What you have to do: Transcribe the entries below exactly; leave every image out.

Items from a data source:
************
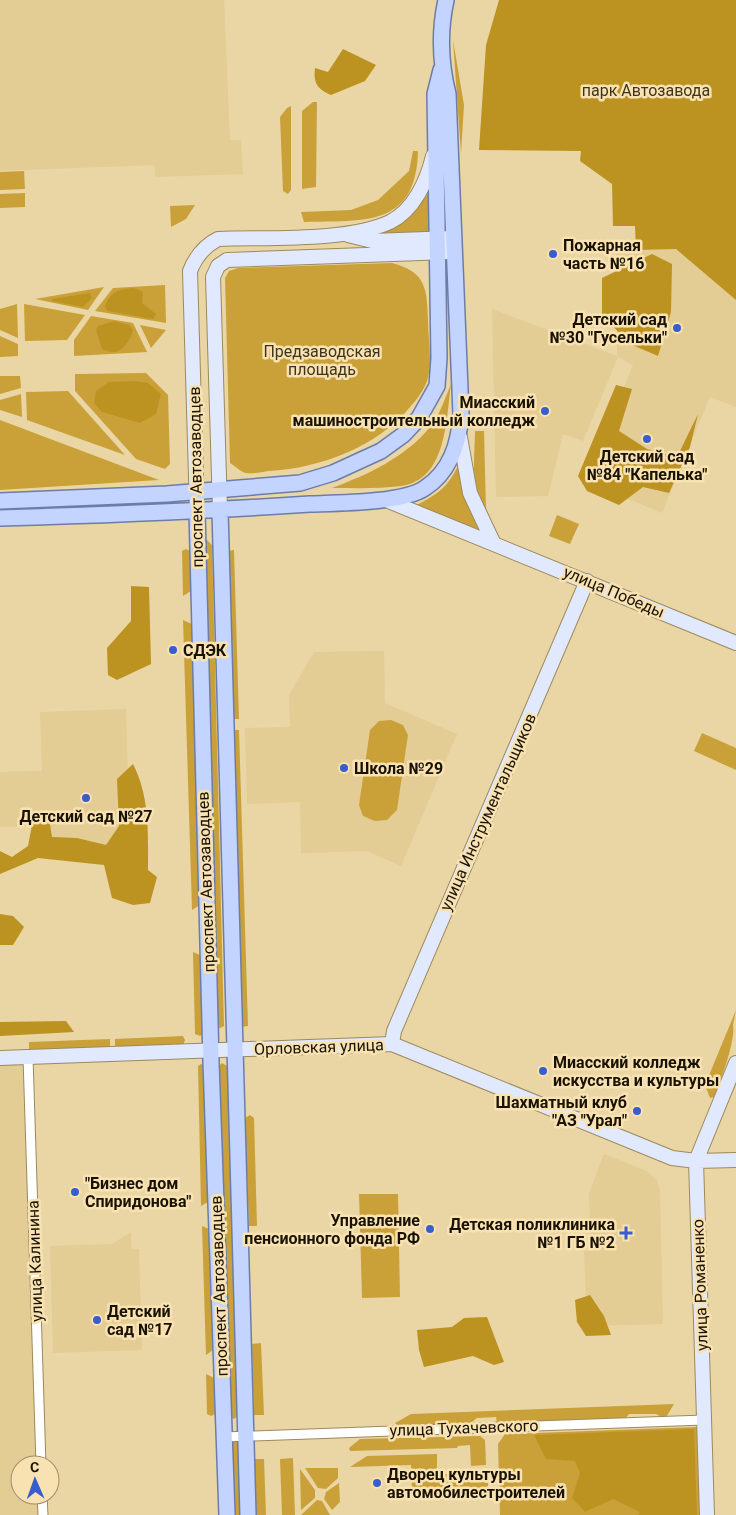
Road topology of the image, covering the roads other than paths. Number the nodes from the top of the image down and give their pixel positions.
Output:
1 (446, 0) edge
2 (442, 66) junction
3 (436, 146) junction
4 (347, 234) junction
5 (455, 245) junction
6 (437, 246) junction
7 (460, 437) junction
8 (219, 490) junction
9 (197, 491) junction
10 (386, 500) junction
11 (0, 501) edge
12 (220, 510) junction
13 (197, 511) junction
14 (0, 518) edge
15 (492, 542) junction
16 (587, 581) junction
17 (736, 642) edge
18 (392, 1044) junction
19 (234, 1050) junction
20 (211, 1051) junction
21 (28, 1057) junction
22 (0, 1058) edge
23 (736, 1063) edge
24 (736, 1160) edge
25 (696, 1161) junction
26 (704, 1420) junction
27 (246, 1436) junction
28 (224, 1437) junction
29 (41, 1455) edge
30 (227, 1515) edge
31 (248, 1515) edge
32 (707, 1515) edge

1 - 2 main road
2 - 3 main road
2 - 5 main road
3 - 4 main road
3 - 6 main road
4 - 6 main road
4 - 9 main road, проспект Автозаводцев
5 - 6 main road
5 - 7 main road
6 - 8 main road
6 - 8 main road, проспект Автозаводцев
7 - 10 main road
7 - 15 main road
8 - 9 main road
8 - 12 main road, проспект Автозаводцев
9 - 11 main road
9 - 13 main road, проспект Автозаводцев
10 - 12 main road
10 - 15 main road, улица Победы
12 - 13 main road
12 - 19 main road, проспект Автозаводцев
13 - 14 main road
13 - 20 main road, проспект Автозаводцев
15 - 16 main road, улица Победы
16 - 17 main road, улица Победы
16 - 18 main road, улица Инструментальщиков
18 - 19 main road, Орловская улица
18 - 25 main road, Орловская улица
19 - 20 main road, Орловская улица
19 - 27 main road, проспект Автозаводцев
20 - 21 main road, Орловская улица
20 - 28 main road, проспект Автозаводцев
21 - 22 main road, Орловская улица
21 - 29 street, улица Калинина
23 - 25 main road, улица Романенко
24 - 25 main road, Орловская улица
25 - 26 main road, улица Романенко
26 - 27 street, улица Тухачевского
26 - 32 main road, улица Романенко
27 - 28 street, улица Тухачевского
27 - 31 main road, проспект Автозаводцев
28 - 30 main road, проспект Автозаводцев

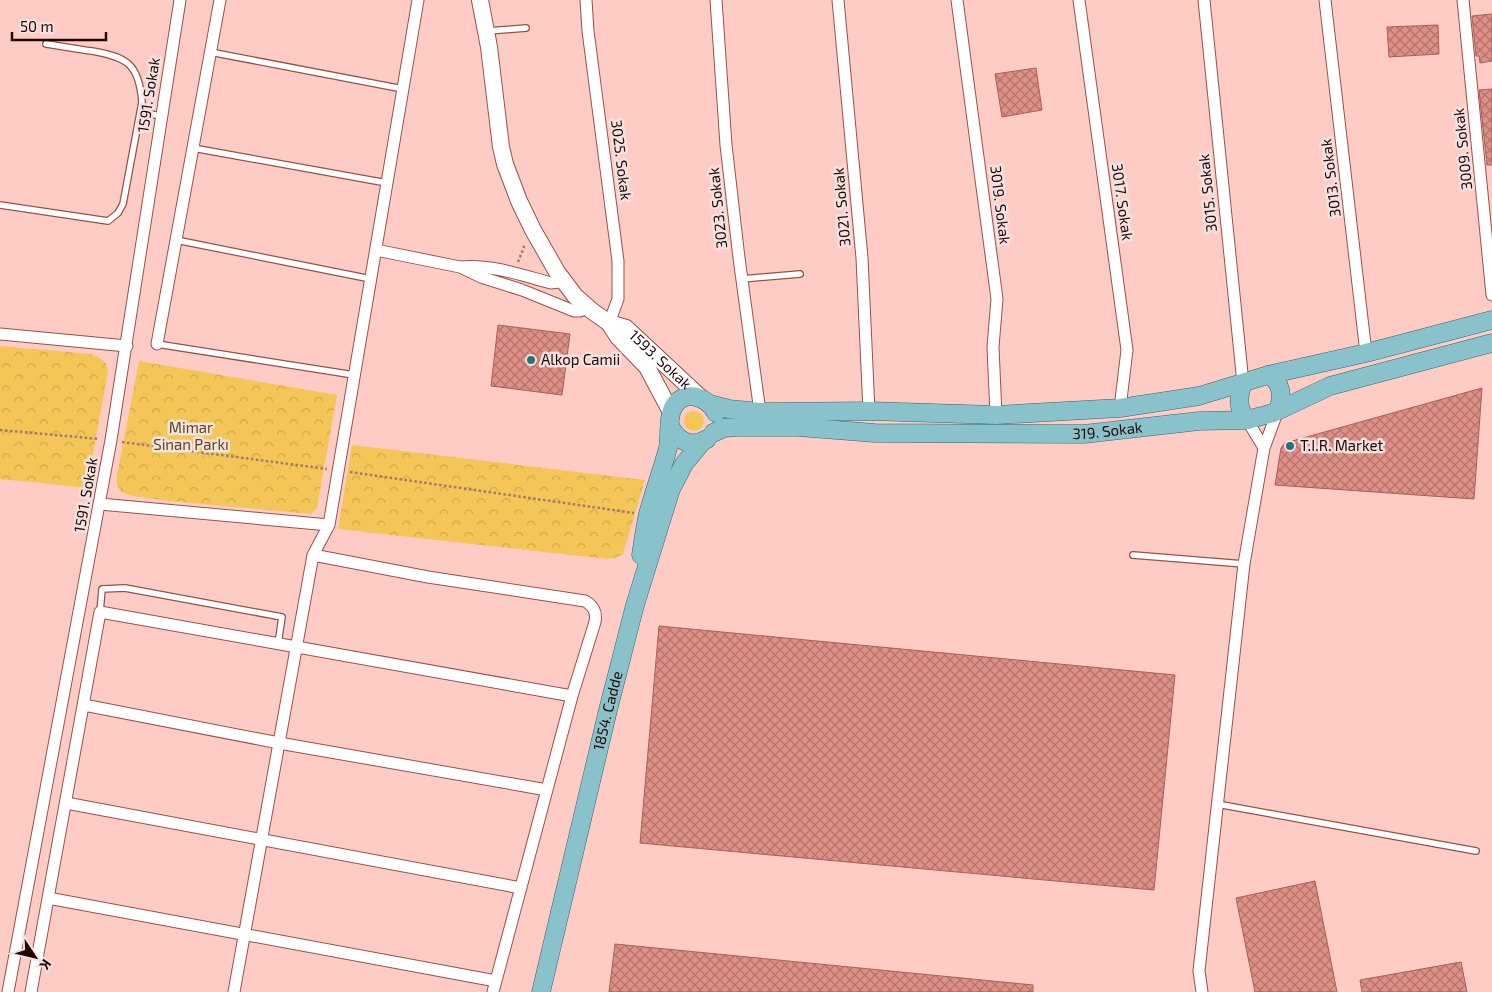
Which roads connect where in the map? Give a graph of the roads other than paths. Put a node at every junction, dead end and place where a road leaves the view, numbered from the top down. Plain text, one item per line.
1 (180, 0) edge
2 (220, 0) edge
3 (418, 0) edge
4 (480, 0) edge
5 (586, 0) edge
6 (716, 0) edge
7 (838, 0) edge
8 (957, 0) edge
9 (1079, 0) edge
10 (1204, 0) edge
11 (1325, 0) edge
12 (1463, 0) edge
13 (526, 28) dead end
14 (486, 31) junction
15 (46, 44) dead end
16 (210, 52) junction
17 (403, 90) junction
18 (140, 112) junction
19 (161, 116) junction
20 (193, 148) junction
21 (387, 183) junction
22 (0, 204) edge
23 (176, 240) junction
24 (376, 250) junction
25 (460, 267) junction
26 (520, 272) junction
27 (800, 274) dead end
28 (371, 279) junction
29 (562, 279) junction
30 (742, 279) junction
31 (522, 290) junction
32 (1492, 295) edge
33 (586, 307) junction
34 (1492, 320) edge
35 (609, 322) junction
36 (0, 334) edge
37 (1492, 343) edge
38 (157, 344) joint
39 (127, 346) junction
40 (1366, 353) junction
41 (354, 375) junction
42 (1268, 375) junction
43 (1243, 383) junction
44 (705, 400) junction
45 (1120, 408) junction
46 (1278, 410) junction
47 (869, 411) junction
48 (760, 412) junction
49 (996, 416) junction
50 (671, 419) junction
51 (1247, 420) junction
52 (707, 437) junction
53 (1264, 448) junction
54 (100, 504) junction
55 (329, 524) junction
56 (313, 555) junction
57 (1134, 555) dead end
58 (1244, 564) junction
59 (635, 605) junction
60 (100, 612) junction
61 (278, 644) junction
62 (297, 647) junction
63 (572, 696) junction
64 (84, 705) junction
65 (279, 743) junction
66 (547, 790) junction
67 (66, 803) junction
68 (1217, 804) junction
69 (262, 839) junction
70 (1476, 852) dead end
71 (521, 888) junction
72 (48, 898) junction
73 (244, 934) junction
74 (495, 986) edge
75 (8, 992) edge
76 (31, 992) edge
77 (234, 992) edge
78 (541, 992) edge
79 (1202, 992) edge

1 - 19 street, 1591. Sokak
2 - 16 street
3 - 17 street
4 - 14 main road
5 - 35 street, 3025. Sokak
6 - 30 street, 3023. Sokak
7 - 47 street, 3021. Sokak
8 - 49 street, 3019. Sokak
9 - 45 street, 3017. Sokak
10 - 43 street, 3015. Sokak
11 - 40 street, 3013. Sokak
12 - 32 street, 3009. Sokak
13 - 14 lane
14 - 29 main road
15 - 18 lane
16 - 17 lane
16 - 20 street
17 - 21 street
18 - 19 lane
18 - 22 lane
19 - 39 street, 1591. Sokak
20 - 21 lane
20 - 23 street
21 - 24 street
23 - 28 lane
23 - 38 street
24 - 25 street
24 - 28 street
25 - 26 street
25 - 31 street
26 - 29 street
26 - 31 street
27 - 30 lane
28 - 41 street
29 - 33 main road
30 - 48 street, 3023. Sokak
31 - 33 street
33 - 35 main road
34 - 40 main road, 319. Sokak
35 - 44 main road, 1593. Sokak
35 - 50 main road, 1593. Sokak
36 - 39 street
37 - 46 main road, 319. Sokak
38 - 41 lane
39 - 54 street, 1591. Sokak
40 - 42 main road, 319. Sokak
41 - 55 street
42 - 43 main road, 319. Sokak
42 - 46 main road
43 - 45 main road, 319. Sokak
43 - 51 main road
44 - 48 main road, 319. Sokak
44 - 50 main road
44 - 52 main road
45 - 49 main road, 319. Sokak
46 - 51 main road, 319. Sokak
46 - 53 street
47 - 48 main road, 319. Sokak
47 - 49 main road, 319. Sokak
50 - 52 main road
50 - 59 main road
51 - 52 main road, 319. Sokak
51 - 53 street
52 - 59 main road, 1854. Cadde
53 - 58 street
54 - 55 street
54 - 75 street, 1591. Sokak
55 - 56 street
56 - 62 street
56 - 63 street
57 - 58 lane
58 - 68 street
59 - 78 main road, 1854. Cadde
60 - 61 street
60 - 61 lane
60 - 64 street
61 - 62 street
62 - 63 street
62 - 65 street
63 - 66 street
64 - 65 street
64 - 67 street
65 - 66 street
65 - 69 street
66 - 71 street
67 - 69 street
67 - 72 street
68 - 70 lane
68 - 79 street
69 - 71 street
69 - 73 street
71 - 74 street
72 - 73 street
72 - 76 street
73 - 74 street
73 - 77 street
************
Exercise answer:
Road topology of the image, covering the roads other than paths. Number the nodes from the top of the image down and give their pixel positions.
Output:
1 (446, 0) edge
2 (442, 66) junction
3 (436, 146) junction
4 (347, 234) junction
5 (455, 245) junction
6 (437, 246) junction
7 (460, 437) junction
8 (219, 490) junction
9 (197, 491) junction
10 (386, 500) junction
11 (0, 501) edge
12 (220, 510) junction
13 (197, 511) junction
14 (0, 518) edge
15 (492, 542) junction
16 (587, 581) junction
17 (736, 642) edge
18 (392, 1044) junction
19 (234, 1050) junction
20 (211, 1051) junction
21 (28, 1057) junction
22 (0, 1058) edge
23 (736, 1063) edge
24 (736, 1160) edge
25 (696, 1161) junction
26 (704, 1420) junction
27 (246, 1436) junction
28 (224, 1437) junction
29 (41, 1455) edge
30 (227, 1515) edge
31 (248, 1515) edge
32 (707, 1515) edge

1 - 2 main road
2 - 3 main road
2 - 5 main road
3 - 4 main road
3 - 6 main road
4 - 6 main road
4 - 9 main road, проспект Автозаводцев
5 - 6 main road
5 - 7 main road
6 - 8 main road
6 - 8 main road, проспект Автозаводцев
7 - 10 main road
7 - 15 main road
8 - 9 main road
8 - 12 main road, проспект Автозаводцев
9 - 11 main road
9 - 13 main road, проспект Автозаводцев
10 - 12 main road
10 - 15 main road, улица Победы
12 - 13 main road
12 - 19 main road, проспект Автозаводцев
13 - 14 main road
13 - 20 main road, проспект Автозаводцев
15 - 16 main road, улица Победы
16 - 17 main road, улица Победы
16 - 18 main road, улица Инструментальщиков
18 - 19 main road, Орловская улица
18 - 25 main road, Орловская улица
19 - 20 main road, Орловская улица
19 - 27 main road, проспект Автозаводцев
20 - 21 main road, Орловская улица
20 - 28 main road, проспект Автозаводцев
21 - 22 main road, Орловская улица
21 - 29 street, улица Калинина
23 - 25 main road, улица Романенко
24 - 25 main road, Орловская улица
25 - 26 main road, улица Романенко
26 - 27 street, улица Тухачевского
26 - 32 main road, улица Романенко
27 - 28 street, улица Тухачевского
27 - 31 main road, проспект Автозаводцев
28 - 30 main road, проспект Автозаводцев

Which roads connect where in the map? Give a graph of the roads other than paths. Put a node at every junction, dead end and place where a road leaves the view, numbered from the top down. Plain text, one item per line.
1 (180, 0) edge
2 (220, 0) edge
3 (418, 0) edge
4 (480, 0) edge
5 (586, 0) edge
6 (716, 0) edge
7 (838, 0) edge
8 (957, 0) edge
9 (1079, 0) edge
10 (1204, 0) edge
11 (1325, 0) edge
12 (1463, 0) edge
13 (526, 28) dead end
14 (486, 31) junction
15 (46, 44) dead end
16 (210, 52) junction
17 (403, 90) junction
18 (140, 112) junction
19 (161, 116) junction
20 (193, 148) junction
21 (387, 183) junction
22 (0, 204) edge
23 (176, 240) junction
24 (376, 250) junction
25 (460, 267) junction
26 (520, 272) junction
27 (800, 274) dead end
28 (371, 279) junction
29 (562, 279) junction
30 (742, 279) junction
31 (522, 290) junction
32 (1492, 295) edge
33 (586, 307) junction
34 (1492, 320) edge
35 (609, 322) junction
36 (0, 334) edge
37 (1492, 343) edge
38 (157, 344) joint
39 (127, 346) junction
40 (1366, 353) junction
41 (354, 375) junction
42 (1268, 375) junction
43 (1243, 383) junction
44 (705, 400) junction
45 (1120, 408) junction
46 (1278, 410) junction
47 (869, 411) junction
48 (760, 412) junction
49 (996, 416) junction
50 (671, 419) junction
51 (1247, 420) junction
52 (707, 437) junction
53 (1264, 448) junction
54 (100, 504) junction
55 (329, 524) junction
56 (313, 555) junction
57 (1134, 555) dead end
58 (1244, 564) junction
59 (635, 605) junction
60 (100, 612) junction
61 (278, 644) junction
62 (297, 647) junction
63 (572, 696) junction
64 (84, 705) junction
65 (279, 743) junction
66 (547, 790) junction
67 (66, 803) junction
68 (1217, 804) junction
69 (262, 839) junction
70 (1476, 852) dead end
71 (521, 888) junction
72 (48, 898) junction
73 (244, 934) junction
74 (495, 986) edge
75 (8, 992) edge
76 (31, 992) edge
77 (234, 992) edge
78 (541, 992) edge
79 (1202, 992) edge

1 - 19 street, 1591. Sokak
2 - 16 street
3 - 17 street
4 - 14 main road
5 - 35 street, 3025. Sokak
6 - 30 street, 3023. Sokak
7 - 47 street, 3021. Sokak
8 - 49 street, 3019. Sokak
9 - 45 street, 3017. Sokak
10 - 43 street, 3015. Sokak
11 - 40 street, 3013. Sokak
12 - 32 street, 3009. Sokak
13 - 14 lane
14 - 29 main road
15 - 18 lane
16 - 17 lane
16 - 20 street
17 - 21 street
18 - 19 lane
18 - 22 lane
19 - 39 street, 1591. Sokak
20 - 21 lane
20 - 23 street
21 - 24 street
23 - 28 lane
23 - 38 street
24 - 25 street
24 - 28 street
25 - 26 street
25 - 31 street
26 - 29 street
26 - 31 street
27 - 30 lane
28 - 41 street
29 - 33 main road
30 - 48 street, 3023. Sokak
31 - 33 street
33 - 35 main road
34 - 40 main road, 319. Sokak
35 - 44 main road, 1593. Sokak
35 - 50 main road, 1593. Sokak
36 - 39 street
37 - 46 main road, 319. Sokak
38 - 41 lane
39 - 54 street, 1591. Sokak
40 - 42 main road, 319. Sokak
41 - 55 street
42 - 43 main road, 319. Sokak
42 - 46 main road
43 - 45 main road, 319. Sokak
43 - 51 main road
44 - 48 main road, 319. Sokak
44 - 50 main road
44 - 52 main road
45 - 49 main road, 319. Sokak
46 - 51 main road, 319. Sokak
46 - 53 street
47 - 48 main road, 319. Sokak
47 - 49 main road, 319. Sokak
50 - 52 main road
50 - 59 main road
51 - 52 main road, 319. Sokak
51 - 53 street
52 - 59 main road, 1854. Cadde
53 - 58 street
54 - 55 street
54 - 75 street, 1591. Sokak
55 - 56 street
56 - 62 street
56 - 63 street
57 - 58 lane
58 - 68 street
59 - 78 main road, 1854. Cadde
60 - 61 street
60 - 61 lane
60 - 64 street
61 - 62 street
62 - 63 street
62 - 65 street
63 - 66 street
64 - 65 street
64 - 67 street
65 - 66 street
65 - 69 street
66 - 71 street
67 - 69 street
67 - 72 street
68 - 70 lane
68 - 79 street
69 - 71 street
69 - 73 street
71 - 74 street
72 - 73 street
72 - 76 street
73 - 74 street
73 - 77 street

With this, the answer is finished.